What happened next wasn’t hard to guess: as Christmas approached, Murdoch moved to amend his case. He now wanted to sue Crikey for the August publication as well. Unsurprisingly, Crikey opposed the move, leading to another fight during the court vacation in January.

The judge decided to let the amendment through, along with another interesting extra escalation of the dispute by Murdoch. In his original claim, he had elected to sue not just Private Media (Crikey’s parent company), but Fray and Keane personally. He now wanted to join two more individual respondents: Eric Beecher and Will Hayward, respectively Private Media’s chair and CEO. Why? Well, defamation plaintiffs can sue anyone who qualifies as a “publisher”, which is widely defined. Usually they don’t, because they can’t recover their losses more than once and the deep pockets are with the publishing company.
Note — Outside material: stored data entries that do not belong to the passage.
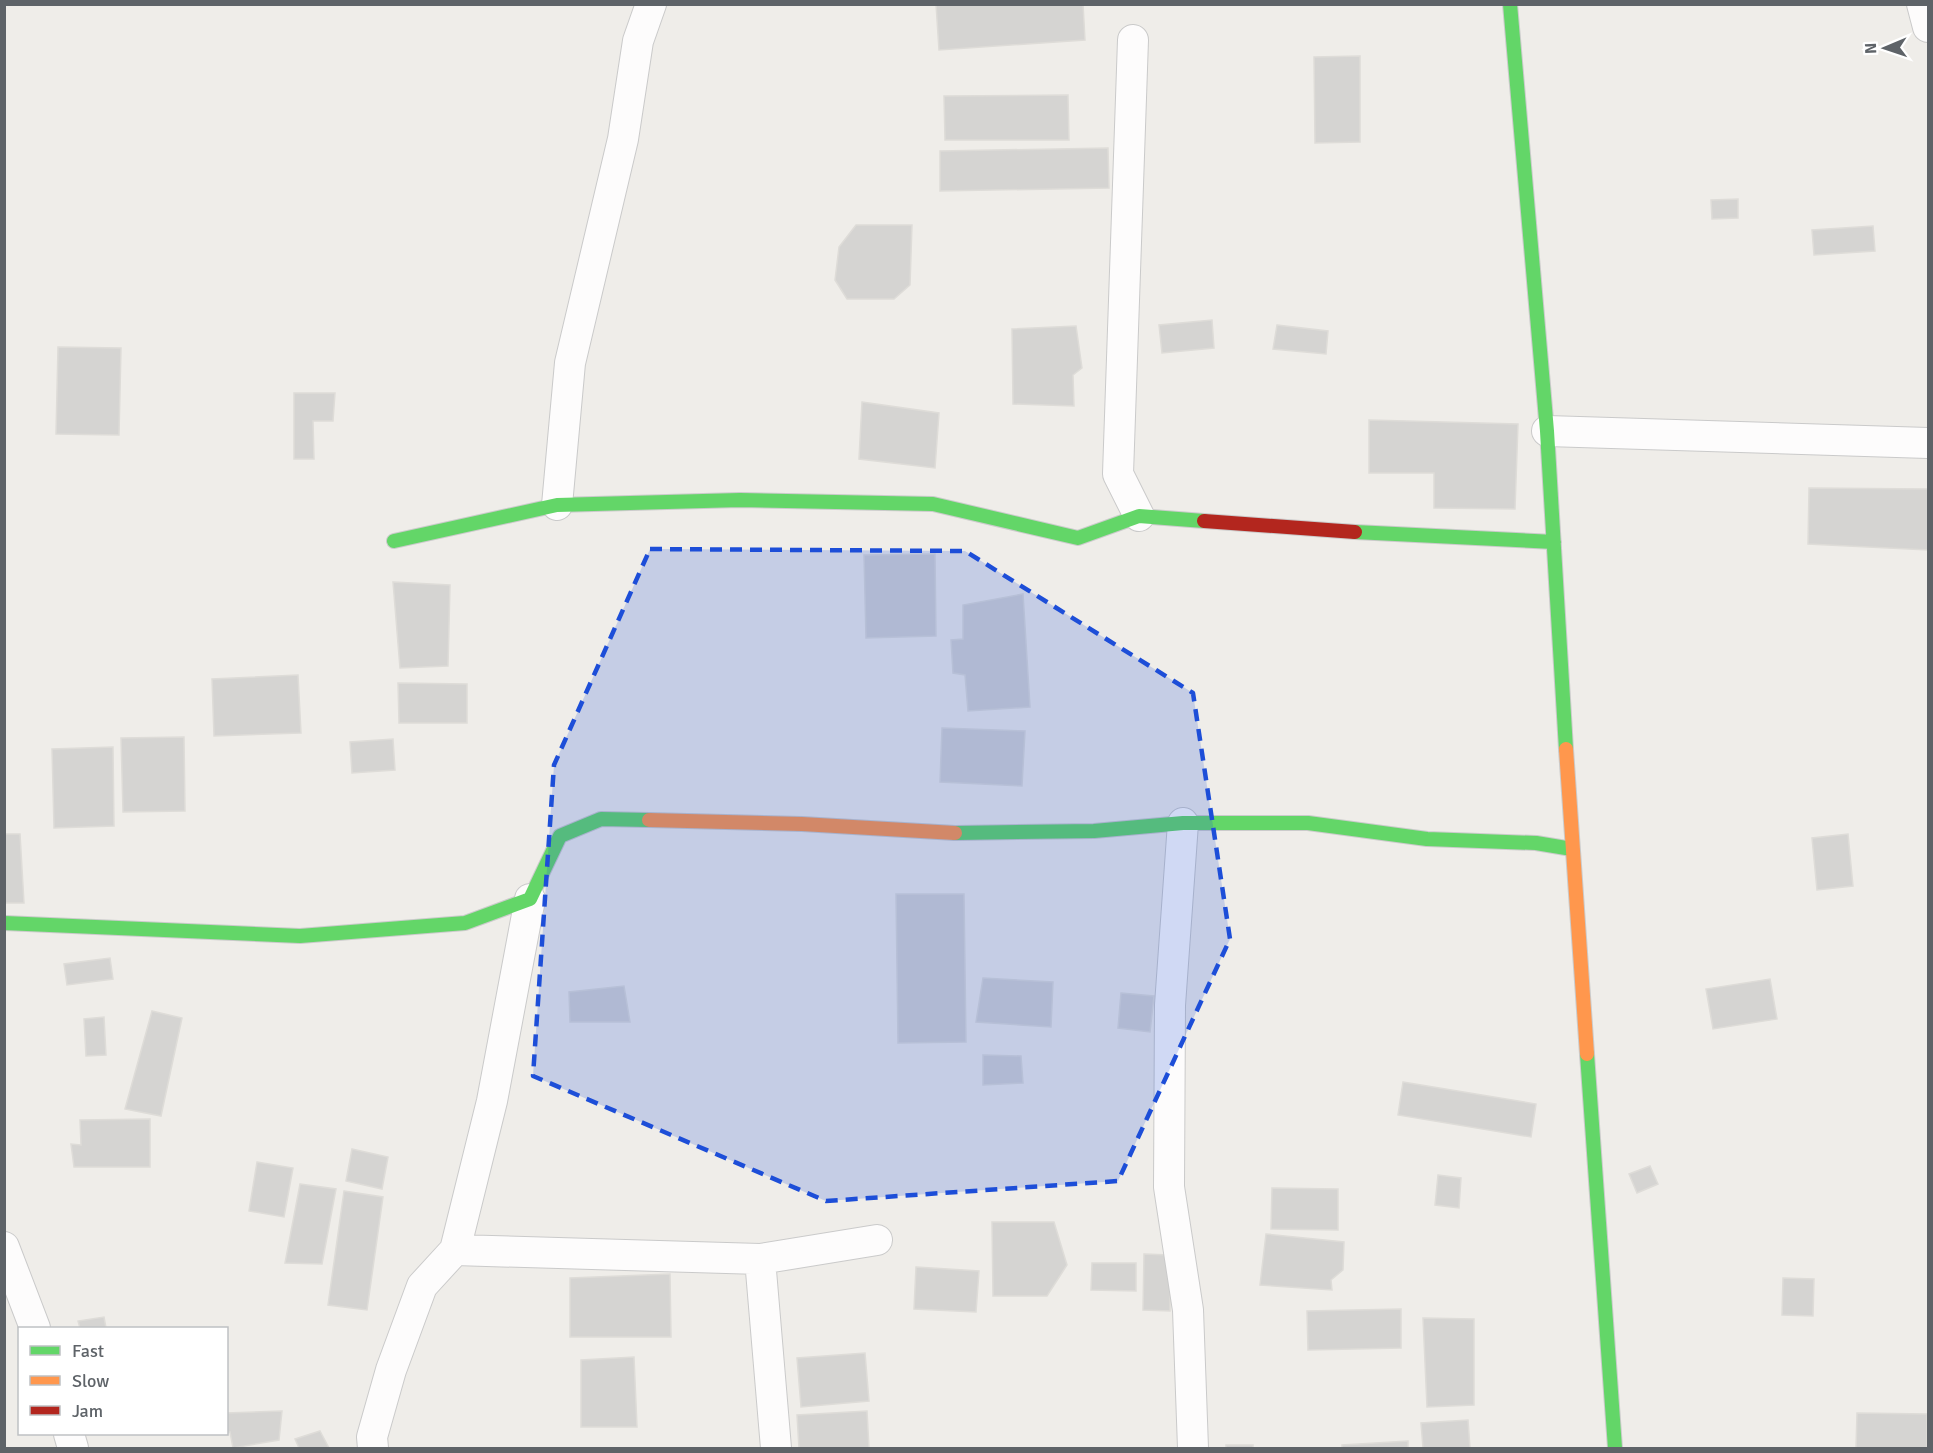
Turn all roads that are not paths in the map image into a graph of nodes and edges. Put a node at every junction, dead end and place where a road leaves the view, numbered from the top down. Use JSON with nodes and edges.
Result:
{"nodes":[{"id":1,"x":651,"y":4,"type":"edge"},
{"id":2,"x":1510,"y":4,"type":"edge"},
{"id":3,"x":1922,"y":4,"type":"edge"},
{"id":4,"x":1929,"y":27,"type":"edge"},
{"id":5,"x":1133,"y":40,"type":"dead end"},
{"id":6,"x":1547,"y":432,"type":"junction"},
{"id":7,"x":1929,"y":443,"type":"edge"},
{"id":8,"x":557,"y":505,"type":"junction"},
{"id":9,"x":1139,"y":516,"type":"junction"},
{"id":10,"x":393,"y":540,"type":"dead end"},
{"id":11,"x":1554,"y":542,"type":"junction"},
{"id":12,"x":1183,"y":823,"type":"junction"},
{"id":13,"x":1572,"y":849,"type":"junction"},
{"id":14,"x":530,"y":899,"type":"junction"},
{"id":15,"x":4,"y":923,"type":"edge"},
{"id":16,"x":877,"y":1240,"type":"dead end"},
{"id":17,"x":4,"y":1247,"type":"edge"},
{"id":18,"x":455,"y":1250,"type":"junction"},
{"id":19,"x":760,"y":1259,"type":"junction"},
{"id":20,"x":34,"y":1327,"type":"edge"},
{"id":21,"x":373,"y":1449,"type":"edge"},
{"id":22,"x":776,"y":1449,"type":"edge"},
{"id":23,"x":1193,"y":1449,"type":"edge"},
{"id":24,"x":1615,"y":1449,"type":"edge"}],
"edges":[{"from":1,"to":8,"type":"street"},
{"from":2,"to":6,"type":"street"},
{"from":3,"to":4,"type":"street"},
{"from":5,"to":9,"type":"street"},
{"from":6,"to":7,"type":"street"},
{"from":6,"to":11,"type":"street"},
{"from":8,"to":9,"type":"street"},
{"from":8,"to":10,"type":"street"},
{"from":9,"to":11,"type":"street"},
{"from":11,"to":13,"type":"street"},
{"from":12,"to":13,"type":"street"},
{"from":12,"to":14,"type":"street"},
{"from":12,"to":23,"type":"street"},
{"from":13,"to":24,"type":"street"},
{"from":14,"to":15,"type":"street"},
{"from":14,"to":18,"type":"street"},
{"from":16,"to":19,"type":"street"},
{"from":17,"to":20,"type":"street"},
{"from":18,"to":19,"type":"street"},
{"from":18,"to":21,"type":"street"},
{"from":19,"to":22,"type":"street"}]}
Only Murdoch can say why this choice was made; I don’t know.

So, now Crikey was being sued on both publications. This had two immediate consequences: the trial date in March was gone, replaced by a new date in October 2023; and Crikey would have to consider its defences to the claim about the republication. As the circumstances in August 2022 had been very different from those in June, the defences may differ too.

What we suspected, but couldn’t predict, was how significant the opportunity to put on a new defence, coupled with the loss of the March hearing date, was going to prove to be.